Catatan Tahunan Kekerasan terhadap Perempuan di Indonesia (CATAHU)
Komnas Perempuan 2017 menunjukkan 76% kekerasan terhadap perempuan di
Ranah Publik atau Komunitas adalah Kekerasan Seksual yang terdiri dari
kasus Pencabulan (911), Pelecehan Seksual (704) dan Perkosaan (699).
Tingginya angka pelecehan seksual ini belum diimbangi dengan perlindungan hukum yang memadai bagi korban. Tidak dikenalnya tindakan pelecehan seksual oleh KUHP (kecuali jika memenuhi unsur pencabulan),
telah menyebabkan banyak korban pelecehan seksual bungkam, atau jikapun kasus itu diungkapkan, hanya kepada orang-orang terdekat saja. Ungkapan kepada orang-orang terdekat ini, kerap digunakan oleh pelaku untuk
melaporkan korban ke Kepolisian dengan tuduhan pencemaran nama baik,
melanggar UU ITE, dll yang dalam ini perlu dilihat sebagai upaya ‘memindahkan’ pertanggungjawaban hukum pelaku pelecehan seksual, kepada korban dari tindakan pelecehan seksual itu sendiri. Pola ini terus
berulang, sehingga impunitas terhadap pelaku pelecehan seksual berjalan
bersamaan dengan dikriminalkannya para korban.
Atas kondisi itu Komnas Perempuan memberikan perhatian serius pada
pelecehan seksual yang dialami BN dan upayanya membela diri.
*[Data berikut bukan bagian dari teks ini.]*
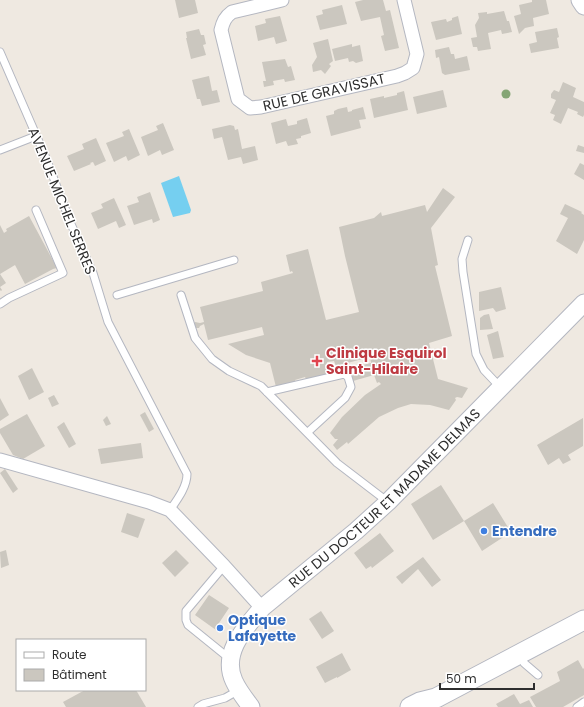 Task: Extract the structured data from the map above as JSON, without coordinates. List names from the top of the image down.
{
  "streets": {
    "street": ["RUE DE GRAVISSAT", "RUE DU DOCTEUR ET MADAME DELMAS"],
    "lane": ["AVENUE MICHEL SERRES"]
  },
  "places": {
    "health": ["Clinique Esquirol Saint-Hilaire"],
    "other": ["Entendre", "Optique Lafayette"]
  },
  "legend": ["Route", "Bâtiment"],
  "scale_bar": "50 m"
}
Komnas
Perempuan telah memberikan keterangan sebagai Ahli dalam persidangan kasus ini di Pengadian Negeri (PN) Mataram, yang telah memutus bebas BN dari dakwaan melakukan pelanggaran UU ITE, yang saat ini telah dibatalkan oleh Mahkamah Agung.
Agar Putusan Mahkamah Agung RI terhadap kasus BN ini dapat menjadi
pembelajaran untuk kasus yang sama yang akan berulang ke depan, Komnas
Perempuan memberikan pandangan, antara lain:
1.Tindakan BN merekam kejadian sebagai upaya mandiri atas haknya
membuktikan dirinya mengalami pelecehan seksual (dalam ketimpangan
relasi kuasa), yang dalam hal ini dilakukan oleh Pelaku sebagai
atasannya (melanggar Pasal 294 KUHP) dan serius menunjukkan dirinya
tidak ada hubungan khusus dengan pelaku;
2.Pandangan Hakim Kasasi terhadap BN melanggar Pasal 27 ayat (1) UU ITE
dimana tindakan BN secara hukum dianggap memenuhi unsur sengaja dan
tanpa hak mendistribusikan dan/atau mentransmisikan dan/atau membuat
dapat diaksesnya informasi elektronik dan/atau dokumen elektronik yang
memiliki muatan yang melanggar kesusilaan, telah melanggar Filosofi UU
ITE. UU ITE disahkan guna menjawab tantangan digunakannya teknologi
untuk melakukan kejahatan. Sementara BN menggunakan teknologi untuk
membela dirinya dari kejahatan yang paling sulit dibuktikan dalam sistem
hukum di Indonesia. Dalam konteks ini ada ketidaksetaraan perlindungan
hukum yang berdampak pada akses keadilan BN;
3.Norma substansi pengaturan Pasal 27 ayat(1) jo. Pasal 45 ayat(1) UU
ITE merentankan perempuan korban pelecehan seksual untuk dikriminalkan,
akibat sistem hukum yang tidak mutahkir dalam mengupayakan perlindungan terhadap perempuan korban pelecehan seksual. Kerentanan perempuan
mengalami kriminalisasi sebanding dengan kerentanan menjadi korban
kekerasan seksual itu sendiri. Praktik perempuan korban harus
membuktikan dirinya mengalami kekerasan seksual membuat kecenderungan
mengadakan barang bukti melalui teknologi terus berlangsung;
4.Hukum formil belum mengakui teknologi sebagai salah satu alat bukti
yang sah dalam tindak pidana pelecehan seksual sehingga UU ITE tidak
layak digunakan dalam kasus yang penuh ketidakmutakhiran perlindungan
terhadap perempuan korban;
5.Pelecehan seksual yang dialami BN dalam sistem hukum belum ada
kemutakhiran sistem pembuktian, sehingga upaya menggunakan teknologi
merekam digunakan untuk melawan kejahatan itu sendiri. Perbuatan BN
merekam tindakan pelecehan seksual sebagai bentuk asusila sebagai hak BN
dalam mempertahankan harkat dan martabatnya sebagai manusia dan
perempuan.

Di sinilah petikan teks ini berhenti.